**TASK PROMPT**
Please reproduce the entries below exactly, omitting any images they contain.

※

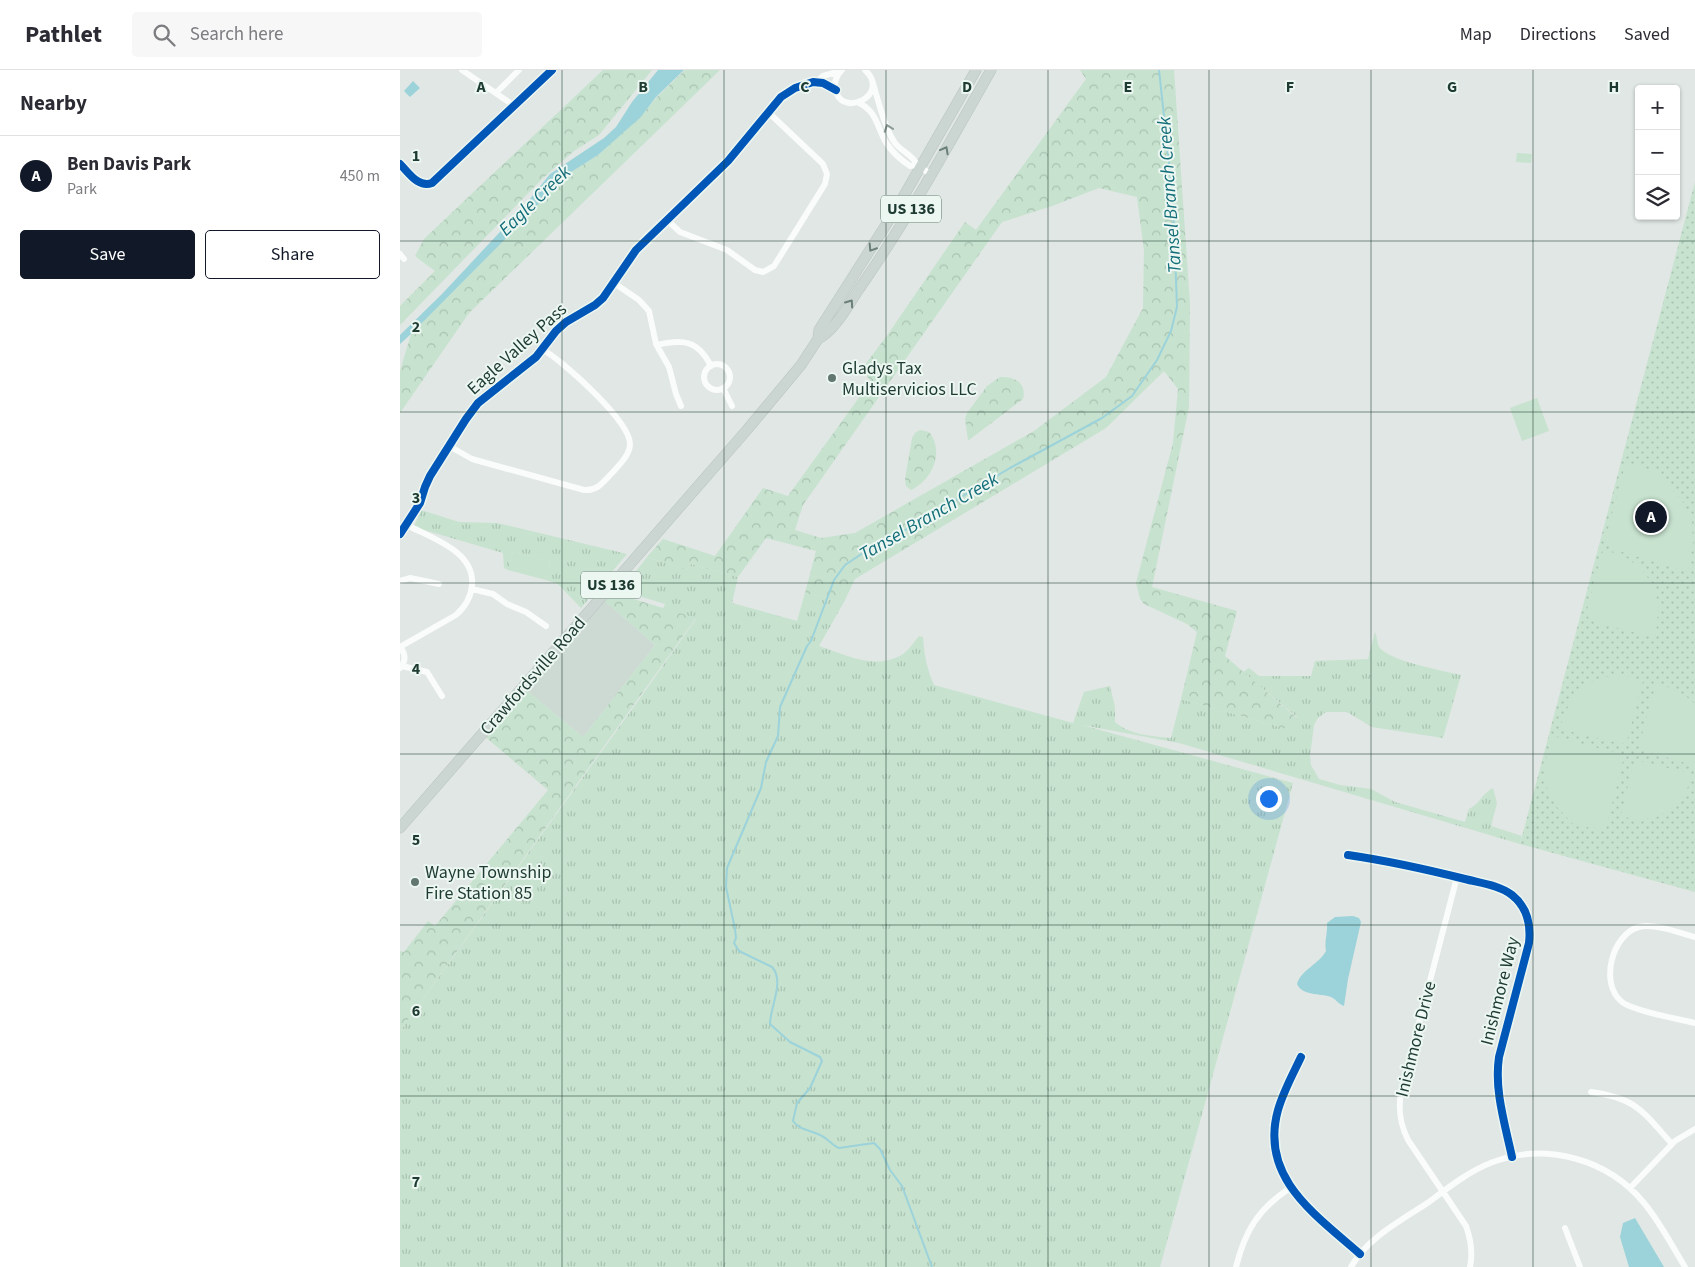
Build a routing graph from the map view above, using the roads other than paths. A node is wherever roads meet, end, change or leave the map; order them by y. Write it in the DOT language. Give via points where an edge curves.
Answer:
graph roads {
  1 [pos="462,70"];
  2 [pos="519,70"];
  3 [pos="552,70"];
  4 [pos="842,70"];
  5 [pos="865,70"];
  6 [pos="976,70"];
  7 [pos="991,70"];
  8 [pos="872,80"];
  9 [pos="817,81"];
  10 [pos="836,90"];
  11 [pos="496,93"];
  12 [pos="859,103"];
  13 [pos="513,106"];
  14 [pos="768,112"];
  15 [pos="400,164"];
  16 [pos="918,167"];
  17 [pos="932,174"];
  18 [pos="667,220"];
  19 [pos="614,283"];
  20 [pos="818,339"];
  21 [pos="657,345"];
  22 [pos="542,350"];
  23 [pos="711,366"];
  24 [pos="723,388"];
  25 [pos="681,406"];
  26 [pos="732,406"];
  27 [pos="449,446"];
  28 [pos="407,525"];
  29 [pos="400,534"];
  30 [pos="400,581"];
  31 [pos="439,584"];
  32 [pos="472,589"];
  33 [pos="546,626"];
  34 [pos="400,647"];
  35 [pos="401,667"];
  36 [pos="442,696"];
  37 [pos="400,828"];
  38 [pos="1348,855"];
  39 [pos="1457,877"];
  40 [pos="1695,937"];
  41 [pos="1695,1024"];
  42 [pos="1301,1057"];
  43 [pos="1591,1092"];
  44 [pos="1695,1129"];
  45 [pos="1672,1144"];
  46 [pos="1512,1156"];
  47 [pos="1290,1188"];
  48 [pos="1630,1188"];
  49 [pos="1443,1192"];
  50 [pos="1565,1228"];
  51 [pos="1360,1254"];
  52 [pos="1236,1267"];
  53 [pos="1351,1267"];
  54 [pos="1470,1267"];
  55 [pos="1580,1267"];
  56 [pos="1685,1267"];
  1 -- 11 [label="street"];
  2 -- 11 [label="street"];
  3 -- 13 [label="street"];
  4 -- 9 [label="street, Eagle Valley Pass"];
  4 -- 10 [label="street, Eagle Valley Pass" via="836,80"];
  5 -- 8 [label="street"];
  6 -- 16 [label="main road, Crawfordsville Road / US 136"];
  17 -- 7 [label="main road, Crawfordsville Road / US 136, one-way"];
  8 -- 12 [label="street" via="870,93"];
  16 -- 8 [label="street, one-way" via="892,138"];
  9 -- 10 [label="street"];
  9 -- 14 [label="street, Eagle Valley Pass" via="789,91"];
  10 -- 12 [label="street" via="843,100"];
  11 -- 13 [label="street"];
  12 -- 16 [label="street" via="875,116 892,151 910,166"];
  13 -- 15 [label="street" via="434,182 426,185 418,182"];
  14 -- 18 [label="street, Eagle Valley Pass" via="728,160"];
  14 -- 18 [label="street" via="826,170 826,182 776,264 762,272 753,269 727,250 682,234"];
  16 -- 17 [label="street"];
  16 -- 20 [label="main road, Crawfordsville Road / US 136, one-way" via="885,228 819,330"];
  20 -- 17 [label="main road, Crawfordsville Road / US 136, one-way" via="826,336 855,296"];
  18 -- 19 [label="street, Eagle Valley Pass" via="636,250"];
  19 -- 21 [label="street" via="639,300 649,312"];
  19 -- 22 [label="street, Eagle Valley Pass" via="598,303 556,331"];
  20 -- 37 [label="main road, Crawfordsville Road / US 136" via="801,365 728,453"];
  21 -- 23 [label="street" via="689,344 703,352"];
  21 -- 25 [label="street" via="669,367"];
  22 -- 27 [label="street, Eagle Valley Pass" via="478,403"];
  22 -- 27 [label="street" via="589,388 629,437 627,454 602,484 598,488 584,490 472,459"];
  23 -- 24 [label="street" via="705,373 706,383 713,389"];
  23 -- 24 [label="street" via="720,365 728,370 730,379"];
  24 -- 26 [label="street"];
  27 -- 28 [label="street, Eagle Valley Pass" via="430,476"];
  28 -- 29 [label="street, Eagle Valley Pass"];
  28 -- 32 [label="street" via="460,554 470,570"];
  30 -- 31 [label="street" via="410,578"];
  32 -- 33 [label="street" via="493,594"];
  32 -- 34 [label="street" via="467,603 456,615"];
  34 -- 35 [label="street" via="404,656"];
  35 -- 36 [label="street" via="427,672"];
  38 -- 39 [label="street, Inishmore Way" via="1408,864"];
  39 -- 46 [label="street, Inishmore Way" via="1506,891 1519,902 1529,924 1529,943 1497,1075"];
  39 -- 49 [label="street, Inishmore Drive" via="1399,1102 1400,1122 1405,1135"];
  40 -- 41 [label="street" via="1650,926 1630,930 1619,943 1610,972 1613,992 1622,1002"];
  42 -- 47 [label="street" via="1280,1101 1275,1125 1278,1161"];
  43 -- 45 [label="street" via="1612,1095 1633,1104"];
  44 -- 45 [label="street"];
  45 -- 48 [label="street"];
  46 -- 48 [label="street" via="1543,1154 1574,1158 1606,1171"];
  46 -- 49 [label="street" via="1464,1176"];
  47 -- 51 [label="street" via="1302,1204"];
  47 -- 52 [label="street" via="1269,1203 1254,1220 1245,1236"];
  48 -- 56 [label="street" via="1653,1214"];
  49 -- 51 [label="street" via="1376,1238"];
  49 -- 54 [label="street, Inishmore Drive" via="1466,1226 1471,1241"];
  50 -- 55 [label="street"];
  51 -- 53 [label="street"];
}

※

**EXERCISE OUTPUT**
Build a routing graph from the map view above, using the roads other than paths. A node is wherever roads meet, end, change or leave the map; order them by y. Write it in the DOT language. Give via points where an edge curves.
Answer:
graph roads {
  1 [pos="462,70"];
  2 [pos="519,70"];
  3 [pos="552,70"];
  4 [pos="842,70"];
  5 [pos="865,70"];
  6 [pos="976,70"];
  7 [pos="991,70"];
  8 [pos="872,80"];
  9 [pos="817,81"];
  10 [pos="836,90"];
  11 [pos="496,93"];
  12 [pos="859,103"];
  13 [pos="513,106"];
  14 [pos="768,112"];
  15 [pos="400,164"];
  16 [pos="918,167"];
  17 [pos="932,174"];
  18 [pos="667,220"];
  19 [pos="614,283"];
  20 [pos="818,339"];
  21 [pos="657,345"];
  22 [pos="542,350"];
  23 [pos="711,366"];
  24 [pos="723,388"];
  25 [pos="681,406"];
  26 [pos="732,406"];
  27 [pos="449,446"];
  28 [pos="407,525"];
  29 [pos="400,534"];
  30 [pos="400,581"];
  31 [pos="439,584"];
  32 [pos="472,589"];
  33 [pos="546,626"];
  34 [pos="400,647"];
  35 [pos="401,667"];
  36 [pos="442,696"];
  37 [pos="400,828"];
  38 [pos="1348,855"];
  39 [pos="1457,877"];
  40 [pos="1695,937"];
  41 [pos="1695,1024"];
  42 [pos="1301,1057"];
  43 [pos="1591,1092"];
  44 [pos="1695,1129"];
  45 [pos="1672,1144"];
  46 [pos="1512,1156"];
  47 [pos="1290,1188"];
  48 [pos="1630,1188"];
  49 [pos="1443,1192"];
  50 [pos="1565,1228"];
  51 [pos="1360,1254"];
  52 [pos="1236,1267"];
  53 [pos="1351,1267"];
  54 [pos="1470,1267"];
  55 [pos="1580,1267"];
  56 [pos="1685,1267"];
  1 -- 11 [label="street"];
  2 -- 11 [label="street"];
  3 -- 13 [label="street"];
  4 -- 9 [label="street, Eagle Valley Pass"];
  4 -- 10 [label="street, Eagle Valley Pass" via="836,80"];
  5 -- 8 [label="street"];
  6 -- 16 [label="main road, Crawfordsville Road / US 136"];
  17 -- 7 [label="main road, Crawfordsville Road / US 136, one-way"];
  8 -- 12 [label="street" via="870,93"];
  16 -- 8 [label="street, one-way" via="892,138"];
  9 -- 10 [label="street"];
  9 -- 14 [label="street, Eagle Valley Pass" via="789,91"];
  10 -- 12 [label="street" via="843,100"];
  11 -- 13 [label="street"];
  12 -- 16 [label="street" via="875,116 892,151 910,166"];
  13 -- 15 [label="street" via="434,182 426,185 418,182"];
  14 -- 18 [label="street, Eagle Valley Pass" via="728,160"];
  14 -- 18 [label="street" via="826,170 826,182 776,264 762,272 753,269 727,250 682,234"];
  16 -- 17 [label="street"];
  16 -- 20 [label="main road, Crawfordsville Road / US 136, one-way" via="885,228 819,330"];
  20 -- 17 [label="main road, Crawfordsville Road / US 136, one-way" via="826,336 855,296"];
  18 -- 19 [label="street, Eagle Valley Pass" via="636,250"];
  19 -- 21 [label="street" via="639,300 649,312"];
  19 -- 22 [label="street, Eagle Valley Pass" via="598,303 556,331"];
  20 -- 37 [label="main road, Crawfordsville Road / US 136" via="801,365 728,453"];
  21 -- 23 [label="street" via="689,344 703,352"];
  21 -- 25 [label="street" via="669,367"];
  22 -- 27 [label="street, Eagle Valley Pass" via="478,403"];
  22 -- 27 [label="street" via="589,388 629,437 627,454 602,484 598,488 584,490 472,459"];
  23 -- 24 [label="street" via="705,373 706,383 713,389"];
  23 -- 24 [label="street" via="720,365 728,370 730,379"];
  24 -- 26 [label="street"];
  27 -- 28 [label="street, Eagle Valley Pass" via="430,476"];
  28 -- 29 [label="street, Eagle Valley Pass"];
  28 -- 32 [label="street" via="460,554 470,570"];
  30 -- 31 [label="street" via="410,578"];
  32 -- 33 [label="street" via="493,594"];
  32 -- 34 [label="street" via="467,603 456,615"];
  34 -- 35 [label="street" via="404,656"];
  35 -- 36 [label="street" via="427,672"];
  38 -- 39 [label="street, Inishmore Way" via="1408,864"];
  39 -- 46 [label="street, Inishmore Way" via="1506,891 1519,902 1529,924 1529,943 1497,1075"];
  39 -- 49 [label="street, Inishmore Drive" via="1399,1102 1400,1122 1405,1135"];
  40 -- 41 [label="street" via="1650,926 1630,930 1619,943 1610,972 1613,992 1622,1002"];
  42 -- 47 [label="street" via="1280,1101 1275,1125 1278,1161"];
  43 -- 45 [label="street" via="1612,1095 1633,1104"];
  44 -- 45 [label="street"];
  45 -- 48 [label="street"];
  46 -- 48 [label="street" via="1543,1154 1574,1158 1606,1171"];
  46 -- 49 [label="street" via="1464,1176"];
  47 -- 51 [label="street" via="1302,1204"];
  47 -- 52 [label="street" via="1269,1203 1254,1220 1245,1236"];
  48 -- 56 [label="street" via="1653,1214"];
  49 -- 51 [label="street" via="1376,1238"];
  49 -- 54 [label="street, Inishmore Drive" via="1466,1226 1471,1241"];
  50 -- 55 [label="street"];
  51 -- 53 [label="street"];
}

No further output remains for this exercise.